Shotgun marriages rarely have happy endings. Las Vegas knows that better than most cities. But there are exceptions.
Fortunately, UNLV senior shooting guard Kevin Olekaibe is an exceptional kind of guy. The Las Vegas native would have been more than happy to stay at Fresno State for his senior season. After all, he had a pretty good thing going as the Bulldogs’ starting shooting guard.
But circumstances change. Over the summer, Olekaibe’s father had to be placed in hospice care in Las Vegas. Two strokes had already left him paralyzed from the waist down and unable to speak, and the downturn in his father’s health led Olekaibe to reconsider his options.
Olekaibe wanted to be closer to his family—that was priority No. 1. He didn’t feel he could do that from California, so he moved back to Las Vegas and enrolled in summer classes at UNLV. He had no guarantee that the NCAA would even allow him to play for the Rebels this season.
When the NCAA cleared him just before the start of the regular season, Olekaibe had been officially practicing with the Rebels for less than two months. He wasn’t even on scholarship. Technically, he’s played this season as a walk-on.
And yet, he’s made the marriage work. Despite being thrown into the starting lineup almost immediately, Olekaibe has delivered for the Rebels, averaging almost 11 points per game while shooting a team-best 36 percent from 3-point range.
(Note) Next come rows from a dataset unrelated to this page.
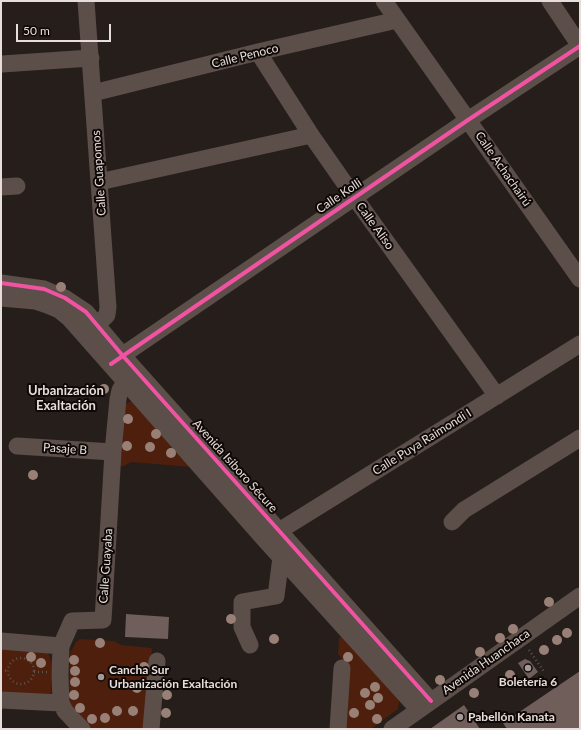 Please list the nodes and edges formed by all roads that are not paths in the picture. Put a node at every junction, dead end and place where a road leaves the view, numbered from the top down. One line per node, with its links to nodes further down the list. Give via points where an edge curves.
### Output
1 (86, 1): 7 (street, Calle Guapomos)
2 (384, 1): 4 (street, Calle Achachairú)
3 (550, 1): 5 (street)
4 (397, 20): 6 (street, Calle Penoco); 10 (street, Calle Achachairú)
5 (580, 46): 10 (street, Calle Kolli)
6 (258, 52): 9 (street, Calle Penoco); 11 (street, Calle Aliso)
7 (90, 58): 8 (street); 9 (street, Calle Guapomos)
8 (2, 64)
9 (93, 93): 12 (street, Calle Guapomos)
10 (468, 120): 13 (street, Calle Kolli); 14 (street, Calle Achachairú)
11 (311, 134): 12 (street); 13 (street, Calle Aliso)
12 (100, 182): 17 (street, Calle Guapomos, via 108,307 107,315)
13 (355, 198): 19 (street, Calle Kolli); 21 (street, Calle Aliso)
14 (580, 279)
15 (1, 283): 17 (street, Avenida Isiboro Sécure, via 44,289 65,298 86,312)
16 (1, 298): 17 (street, Avenida Isiboro Sécure, via 47,304)
17 (92, 331): 19 (street, Avenida Isiboro Sécure)
18 (580, 344): 21 (street, Calle Puya Raimondi I)
19 (117, 360): 20 (street, Avenida Isiboro Sécure)
20 (131, 376): 24 (street, Calle Guayaba, via 120,390); 26 (street, Avenida Isiboro Sécure)
21 (497, 396): 26 (street, Calle Puya Raimondi I)
22 (580, 438): 25 (street, via 464,510)
23 (17, 446): 24 (street, Pasaje B)
24 (113, 452): 31 (street, Calle Guayaba, via 103,620 72,621)
25 (452, 522)
26 (272, 536): 27 (street, Avenida Isiboro Sécure); 36 (street, Avenida Isiboro Sécure)
27 (281, 558): 30 (street, via 276,596 242,602 242,627); 36 (street, Avenida Isiboro Sécure)
28 (580, 596): 36 (street, Avenida Huanchaca)
29 (1, 641): 31 (street)
30 (250, 645)
31 (61, 646): 35 (street, Calle Guayaba)
32 (157, 661): 38 (street)
33 (342, 668): 39 (street)
34 (1, 700): 35 (street)
35 (61, 703): 37 (street)
36 (425, 706): 40 (street, Avenida Huanchaca)
37 (82, 729)
38 (151, 729)
39 (338, 729)
40 (392, 729) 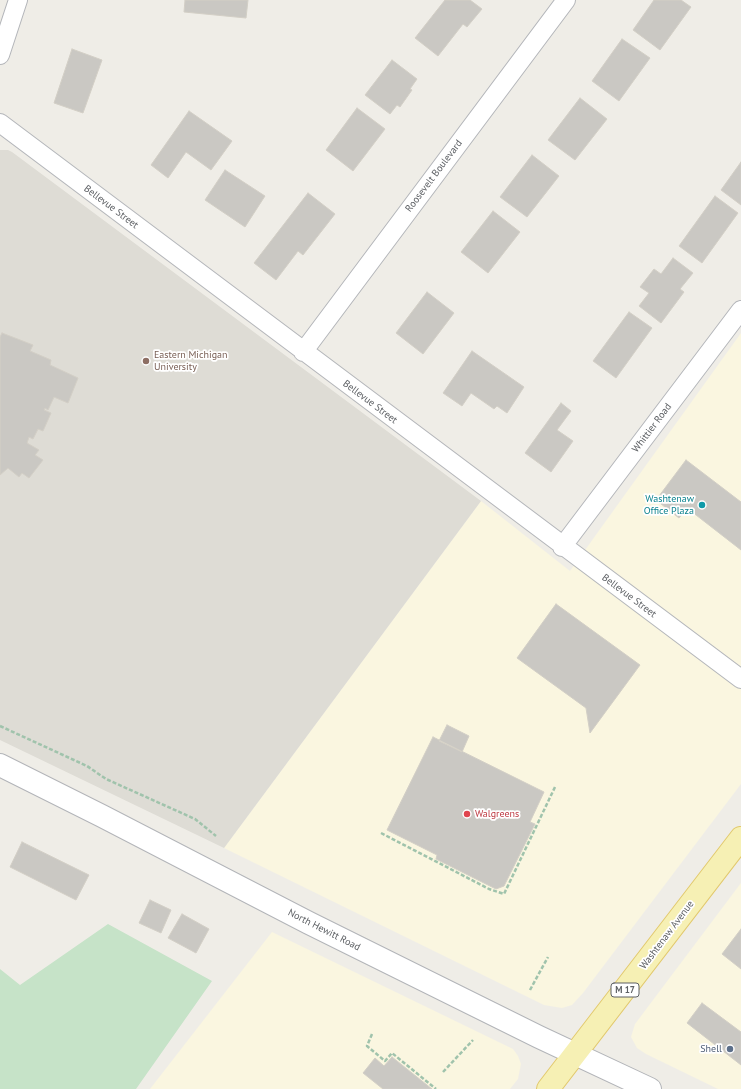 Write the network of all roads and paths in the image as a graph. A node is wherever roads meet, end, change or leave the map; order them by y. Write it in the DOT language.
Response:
graph roads {
  1 [pos="18,0"];
  2 [pos="566,0"];
  3 [pos="0,55"];
  4 [pos="0,123"];
  5 [pos="741,310"];
  6 [pos="303,352"];
  7 [pos="562,547"];
  8 [pos="741,679"];
  9 [pos="0,726"];
  10 [pos="0,765"];
  11 [pos="555,787"];
  12 [pos="381,833"];
  13 [pos="216,836"];
  14 [pos="741,838"];
  15 [pos="548,957"];
  16 [pos="530,990"];
  17 [pos="372,1034"];
  18 [pos="473,1040"];
  19 [pos="575,1054"];
  20 [pos="443,1072"];
  21 [pos="436,1089"];
  22 [pos="548,1089"];
  23 [pos="650,1089"];
  1 -- 3 [label="street"];
  2 -- 6 [label="street, Roosevelt Boulevard"];
  4 -- 6 [label="street, Bellevue Street"];
  5 -- 7 [label="street, Whittier Road"];
  6 -- 7 [label="street, Bellevue Street"];
  7 -- 8 [label="street, Bellevue Street"];
  9 -- 13 [label="path"];
  10 -- 19 [label="main road, North Hewitt Road"];
  11 -- 12 [label="path"];
  14 -- 19 [label="main road, Washtenaw Avenue / M 17"];
  15 -- 16 [label="path"];
  17 -- 21 [label="path"];
  18 -- 20 [label="path"];
  19 -- 22 [label="main road, Washtenaw Avenue / M 17"];
  19 -- 23 [label="main road, North Hewitt Road"];
} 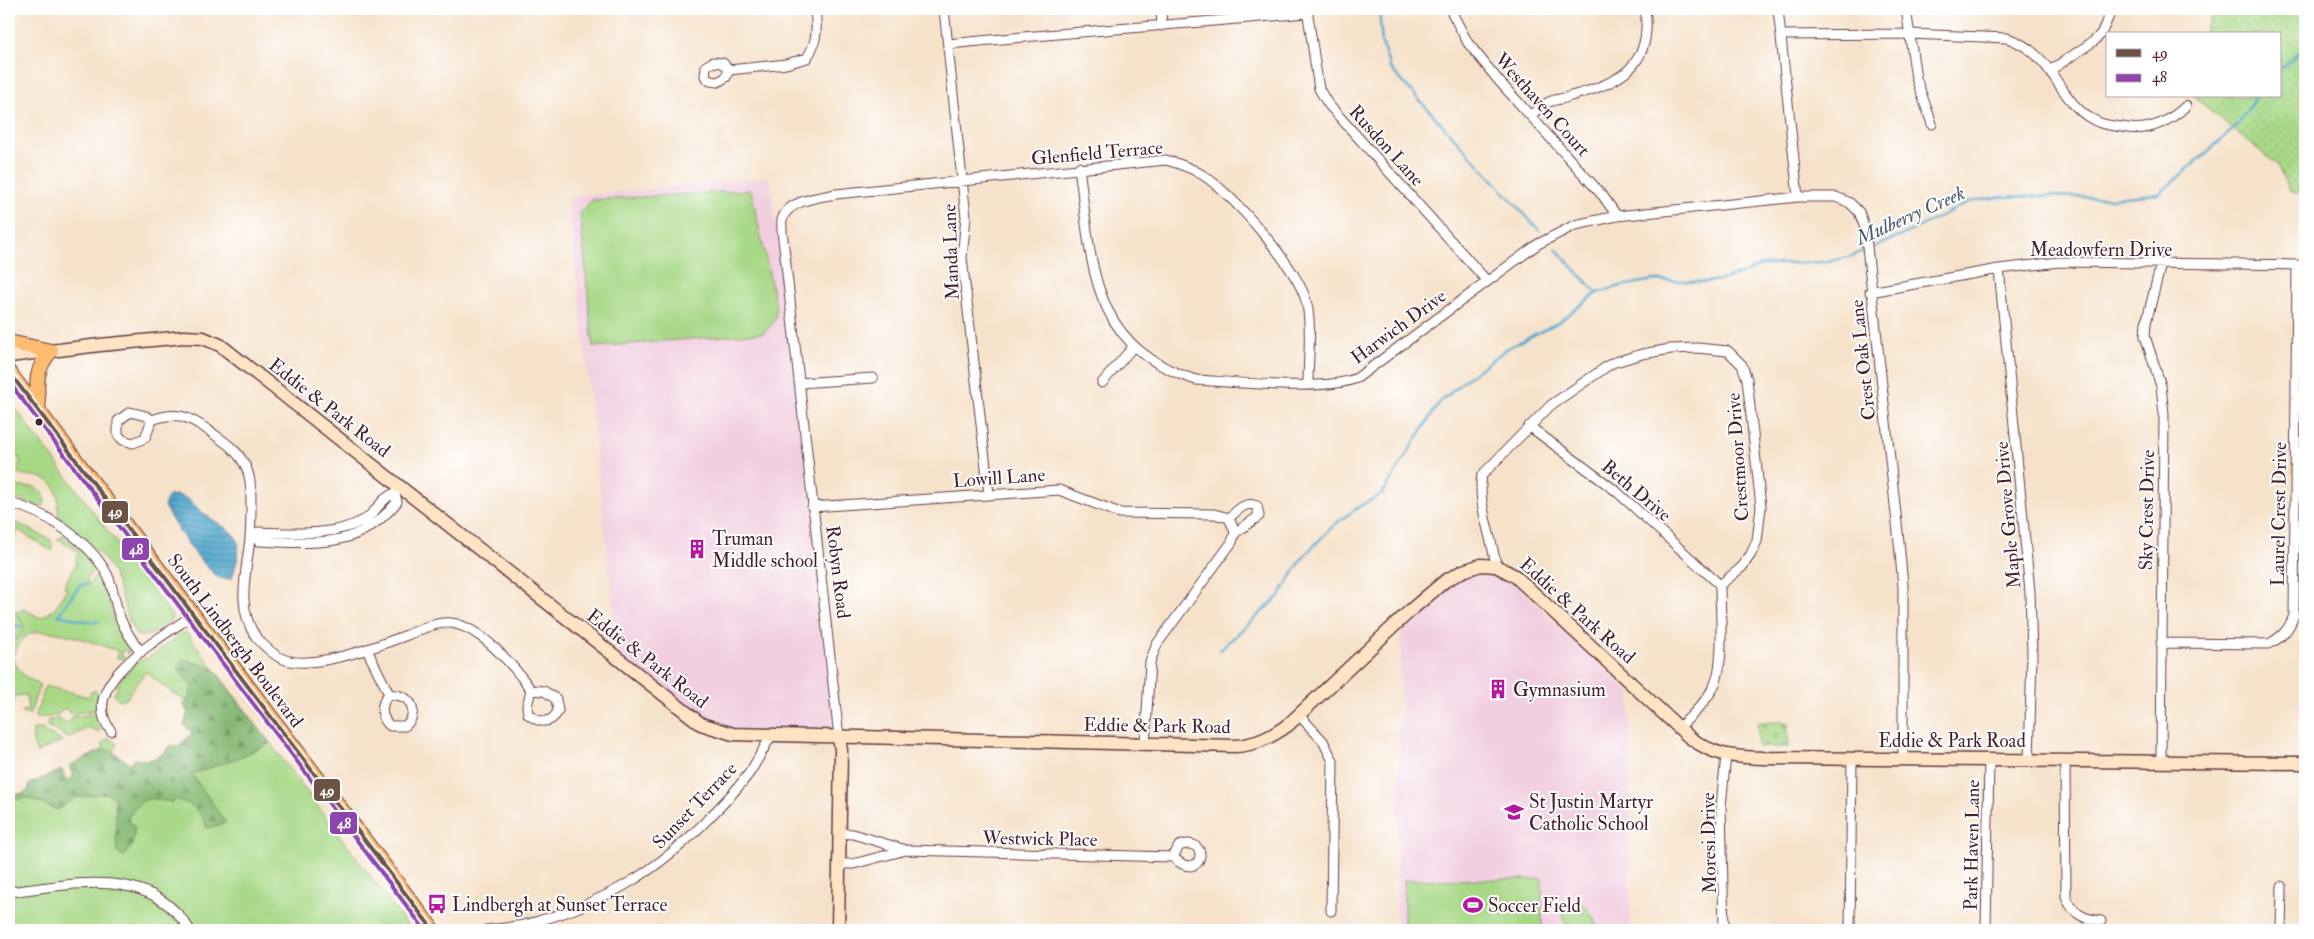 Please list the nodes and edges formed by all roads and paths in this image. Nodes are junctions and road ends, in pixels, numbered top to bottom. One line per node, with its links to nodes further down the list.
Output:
1 (815, 9): 14 (street)
2 (944, 9): 13 (street, Manda Lane)
3 (1161, 9): 10 (street)
4 (1450, 9): 17 (street, Westhaven Court)
5 (1645, 9): 17 (street)
6 (1778, 9): 12 (street)
7 (1906, 9): 11 (street)
8 (2112, 9): 15 (street)
9 (1307, 11): 10 (street); 27 (street, Rusdon Lane)
10 (1162, 26): 13 (street)
11 (1908, 34): 12 (street); 15 (street); 18 (street)
12 (1780, 35): 21 (street)
13 (948, 44): 20 (street, Manda Lane)
14 (729, 70)
15 (2051, 70): 16 (street)
16 (2186, 106)
17 (1530, 115): 22 (street, Westhaven Court)
18 (1932, 124)
19 (1079, 167): 20 (street, Glenfield Terrace); 30 (street, Harwich Drive); 37 (street, Glenfield Terrace)
20 (963, 182): 23 (street, Glenfield Terrace); 43 (street, Manda Lane)
21 (1798, 196): 22 (street, Harwich Drive); 28 (street, Crest Oak Lane)
22 (1617, 216): 27 (street, Harwich Drive)
23 (782, 219): 35 (street, Robyn Road)
24 (2161, 264): 25 (street, Meadowfern Drive); 26 (street, Meadowfern Drive); 52 (street, Sky Crest Drive)
25 (2301, 265): 52 (street, Laurel Crest Drive)
26 (1999, 269): 28 (street, Meadowfern Drive); 67 (street, Maple Grove Drive)
27 (1487, 281): 37 (street, Harwich Drive)
28 (1870, 292): 65 (street, Crest Oak Lane)
29 (9, 342): 31 (main road)
30 (1133, 347): 36 (street); 37 (street, Harwich Drive)
31 (51, 351): 32 (street, Eddie & Park Road); 39 (main road); 42 (street, Eddie & Park Road)
32 (9, 356)
33 (9, 372): 38 (main road, South Lindbergh Boulevard)
34 (873, 378): 35 (street)
35 (799, 383): 45 (street, Robyn Road)
36 (1102, 383)
37 (1308, 384)
38 (14, 385): 39 (main road, South Lindbergh Boulevard)
39 (40, 413): 51 (main road, South Lindbergh Boulevard)
40 (152, 420): 48 (street)
41 (1529, 426): 49 (street); 50 (street, Beth Drive); 50 (street, Crestmoor Drive)
42 (398, 490): 48 (street); 60 (street, Eddie & Park Road)
43 (989, 494): 45 (street, Lowill Lane); 46 (street, Lowill Lane)
44 (9, 503): 54 (street)
45 (812, 507): 61 (street, Robyn Road)
46 (1229, 518): 47 (street); 47 (street)
47 (1235, 533): 62 (street)
48 (252, 536): 53 (street)
49 (1496, 566): 57 (street, Eddie & Park Road); 58 (street, Eddie & Park Road)
50 (1720, 585): 58 (street)
51 (193, 615): 54 (street); 80 (main road, South Lindbergh Boulevard)
52 (2161, 643): 69 (street, Sky Crest Drive)
53 (367, 650): 55 (street); 56 (street)
54 (141, 652): 59 (street)
55 (531, 690)
56 (389, 694)
57 (1299, 715): 62 (street, Eddie & Park Road); 77 (street)
58 (1678, 727): 63 (street, Eddie & Park Road)
59 (111, 731)
60 (770, 736): 61 (street, Eddie & Park Road); 81 (street, Sunset Terrace)
61 (839, 737): 62 (street, Eddie & Park Road); 71 (street, Robyn Road)
62 (1145, 744)
63 (1726, 756): 64 (street, Eddie & Park Road); 83 (street, Moresi Drive)
64 (1852, 758): 65 (street, Eddie & Park Road); 84 (street)
65 (1903, 759): 66 (street, Eddie & Park Road)
66 (1989, 759): 67 (street, Eddie & Park Road); 85 (street, Park Haven Lane)
67 (2030, 760): 68 (street, Eddie & Park Road)
68 (2065, 760): 69 (street, Eddie & Park Road); 78 (street)
69 (2161, 761): 70 (street, Eddie & Park Road)
70 (2305, 763)
71 (840, 833): 72 (street, Westwick Place); 74 (street, Robyn Road)
72 (906, 850): 73 (street, Westwick Place); 74 (street, Westwick Place)
73 (1173, 857)
74 (839, 864): 82 (street, Robyn Road)
75 (2282, 886): 86 (street)
76 (9, 892): 79 (street)
77 (1331, 910)
78 (2101, 920)
79 (190, 930)
80 (433, 930)
81 (486, 930)
82 (838, 930)
83 (1724, 930)
84 (1850, 930)
85 (1986, 930)
86 (2281, 930)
That long-range accuracy has made him especially valuable to the Rebels, who have struggled from beyond the arc. Olekaibe’s much-needed deep touch has earned him 30 minutes per game, second-most on the team.
Perhaps even more important than Olekaibe’s shooting prowess has been his character. “He does everything right,” Rebels coach Dave Rice says. “He does everything right on the court, he does everything right off the court. He’s a leader.”
On a squad that had only one returning senior—Carlos Lopez-Sosa—Olekaibe’s leadership has been crucial.
“He’s the most positive guy on our team,” Rice says. “If a guy makes a mistake, he goes up and pats him on the back and tells him how he can do things better. And he has had a big hand in helping some of our younger guys make progress.”
Olekaibe takes his role as a team leader seriously. Even while dealing with his family situation, Olekaibe has never let it affect his approach on the practice court, in the locker room or during games.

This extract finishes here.